(ASSIGNMENT)
Please copy every line from the following entries in which the word "main" appears.

(GIVEN ENTRIES)
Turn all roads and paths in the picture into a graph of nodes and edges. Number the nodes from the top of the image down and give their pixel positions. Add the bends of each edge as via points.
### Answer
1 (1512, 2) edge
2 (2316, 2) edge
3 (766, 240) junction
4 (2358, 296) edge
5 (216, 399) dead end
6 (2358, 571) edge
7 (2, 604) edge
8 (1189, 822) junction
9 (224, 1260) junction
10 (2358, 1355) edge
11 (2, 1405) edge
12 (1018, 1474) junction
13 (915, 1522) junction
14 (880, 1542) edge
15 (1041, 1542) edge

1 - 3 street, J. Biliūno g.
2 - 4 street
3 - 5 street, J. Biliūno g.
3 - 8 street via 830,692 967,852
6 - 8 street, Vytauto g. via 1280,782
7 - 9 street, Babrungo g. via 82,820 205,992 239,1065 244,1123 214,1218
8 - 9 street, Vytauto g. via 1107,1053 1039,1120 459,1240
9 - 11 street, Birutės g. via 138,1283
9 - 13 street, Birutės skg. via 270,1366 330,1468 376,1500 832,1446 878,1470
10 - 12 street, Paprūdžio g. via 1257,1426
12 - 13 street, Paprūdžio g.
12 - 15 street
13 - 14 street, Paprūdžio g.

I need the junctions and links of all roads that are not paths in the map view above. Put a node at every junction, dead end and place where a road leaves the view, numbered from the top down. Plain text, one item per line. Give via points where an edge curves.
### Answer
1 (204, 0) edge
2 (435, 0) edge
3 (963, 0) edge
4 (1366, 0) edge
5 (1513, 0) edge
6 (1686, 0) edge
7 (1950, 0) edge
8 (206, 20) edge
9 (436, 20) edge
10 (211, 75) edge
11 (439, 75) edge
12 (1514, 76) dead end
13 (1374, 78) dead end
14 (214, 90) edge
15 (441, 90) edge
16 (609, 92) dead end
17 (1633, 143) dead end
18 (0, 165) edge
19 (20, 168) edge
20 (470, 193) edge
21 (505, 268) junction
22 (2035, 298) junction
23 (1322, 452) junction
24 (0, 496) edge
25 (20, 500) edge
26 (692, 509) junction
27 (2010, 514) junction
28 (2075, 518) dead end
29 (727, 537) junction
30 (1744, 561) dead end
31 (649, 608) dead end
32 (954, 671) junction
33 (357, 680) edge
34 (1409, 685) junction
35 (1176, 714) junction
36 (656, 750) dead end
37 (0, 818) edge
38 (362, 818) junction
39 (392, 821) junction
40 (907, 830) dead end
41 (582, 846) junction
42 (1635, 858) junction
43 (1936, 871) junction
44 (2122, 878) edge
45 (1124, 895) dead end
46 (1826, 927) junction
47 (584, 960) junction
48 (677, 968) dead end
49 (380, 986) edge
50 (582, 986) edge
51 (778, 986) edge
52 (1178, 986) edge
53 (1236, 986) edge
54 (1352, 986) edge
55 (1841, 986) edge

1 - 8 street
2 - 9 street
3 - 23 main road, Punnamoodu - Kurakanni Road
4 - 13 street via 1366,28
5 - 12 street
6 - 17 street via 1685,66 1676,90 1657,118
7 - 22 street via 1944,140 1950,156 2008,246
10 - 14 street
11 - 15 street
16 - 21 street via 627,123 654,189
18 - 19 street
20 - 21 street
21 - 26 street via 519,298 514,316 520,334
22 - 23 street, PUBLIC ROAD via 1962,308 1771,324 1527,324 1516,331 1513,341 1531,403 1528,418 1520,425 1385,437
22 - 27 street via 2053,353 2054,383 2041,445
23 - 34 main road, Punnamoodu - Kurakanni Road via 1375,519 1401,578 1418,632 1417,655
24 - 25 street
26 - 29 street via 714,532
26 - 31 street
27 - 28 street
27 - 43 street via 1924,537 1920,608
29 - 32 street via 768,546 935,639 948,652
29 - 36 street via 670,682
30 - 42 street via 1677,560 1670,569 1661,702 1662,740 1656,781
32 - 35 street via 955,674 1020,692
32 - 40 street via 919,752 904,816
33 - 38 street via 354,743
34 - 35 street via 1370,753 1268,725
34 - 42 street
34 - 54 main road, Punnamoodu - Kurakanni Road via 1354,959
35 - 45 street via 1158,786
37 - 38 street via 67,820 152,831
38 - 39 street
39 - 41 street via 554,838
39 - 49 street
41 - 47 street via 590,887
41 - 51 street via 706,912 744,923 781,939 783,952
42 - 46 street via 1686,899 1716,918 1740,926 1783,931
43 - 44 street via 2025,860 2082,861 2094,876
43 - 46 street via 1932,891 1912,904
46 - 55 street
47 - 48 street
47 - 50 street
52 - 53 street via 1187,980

(WRITTEN RESPONSE)
3 - 23 main road, Punnamoodu - Kurakanni Road
23 - 34 main road, Punnamoodu - Kurakanni Road via 1375,519 1401,578 1418,632 1417,655
34 - 54 main road, Punnamoodu - Kurakanni Road via 1354,959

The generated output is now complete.